I refuse to turn the boozeletter into a mindless blog celebrating #epic Super Bowl beer ads because a) you deserve better, and b) there are already plenty of listicle farms pumping out ad-dense, nutrient-scarce round-up ‘n ranking slop for you to pain-pig out on, if you’re so inclined. But the Super Bowl ad for Bud Light Seltzer’s new hard soda line extension, featuring celebrity chef and goated goatee-haver Guy Fieri, is worth a closer look.

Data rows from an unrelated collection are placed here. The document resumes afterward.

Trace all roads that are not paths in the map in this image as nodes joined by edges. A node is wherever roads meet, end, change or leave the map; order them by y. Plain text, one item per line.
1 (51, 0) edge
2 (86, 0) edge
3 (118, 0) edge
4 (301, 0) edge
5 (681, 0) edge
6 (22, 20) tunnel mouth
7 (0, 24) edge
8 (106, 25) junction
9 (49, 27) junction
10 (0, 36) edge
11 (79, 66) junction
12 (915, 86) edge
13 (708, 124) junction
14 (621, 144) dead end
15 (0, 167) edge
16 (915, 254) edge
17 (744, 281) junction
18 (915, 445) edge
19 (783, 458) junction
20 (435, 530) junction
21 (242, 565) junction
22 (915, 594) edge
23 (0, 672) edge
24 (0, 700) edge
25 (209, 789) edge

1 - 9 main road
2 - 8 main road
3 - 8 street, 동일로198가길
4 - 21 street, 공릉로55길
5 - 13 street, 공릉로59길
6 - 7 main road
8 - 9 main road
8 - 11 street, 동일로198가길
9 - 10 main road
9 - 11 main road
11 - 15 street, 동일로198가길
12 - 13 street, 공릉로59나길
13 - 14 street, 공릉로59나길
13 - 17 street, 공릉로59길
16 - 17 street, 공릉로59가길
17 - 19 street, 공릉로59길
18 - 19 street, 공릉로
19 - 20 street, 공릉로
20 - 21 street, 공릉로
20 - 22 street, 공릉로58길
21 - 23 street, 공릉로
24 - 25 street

Once upon a time not long ago, it was de rigueur to dunk on Guy Fieri for his fly-over wardrobe, Smashmouth haircut, and hokey exclamations. But if revenge is a dish best served cold, redemption is one best served slathered in donkey sauce. Over the past few years, as one elite “rockstar” chef after another has been cut down in righteous hails of sexual assault allegations, worker-exploitation scandals, and general dickbaggery, the longtime Diners, Drive-Ins, and Dives star has emerged as a populist standard-bearer for uncomplicated, inconspicuous, indulgent consumption. Fieri, in his flame-licked camp-collars and wraparound shades, convinced untold millions of viewers that even the ugliest “ugly Americans” are capable of making and appreciating good food. The fact that he is by many (though not all) accounts a pretty decent dude IRL only underscores the appealing down-home Tao of Guy: They may have prestige and sophistication, but we have honest living and bold flavors, and for people like us, that’s enough, brother.

Such approachability makes Fieri ideal to carry BLS Hard Soda’s 60-second Super Bowl spot. As the Mayor of Flavortown, he’s uniquely qualified to coronate the liquids’ “loud flavors;” as a come-as-you-are culinary heel with a nearly unassailable reputation, he’s one of the few household names capable of convincing the American drinking public that ABI’s latest lackadaisical line extension is worth a shot. Apple’s 1984 riff, this isn’t, but it is smart beer marketing, because like lots of smart marketing, this spot is just making explicit something that already feels true.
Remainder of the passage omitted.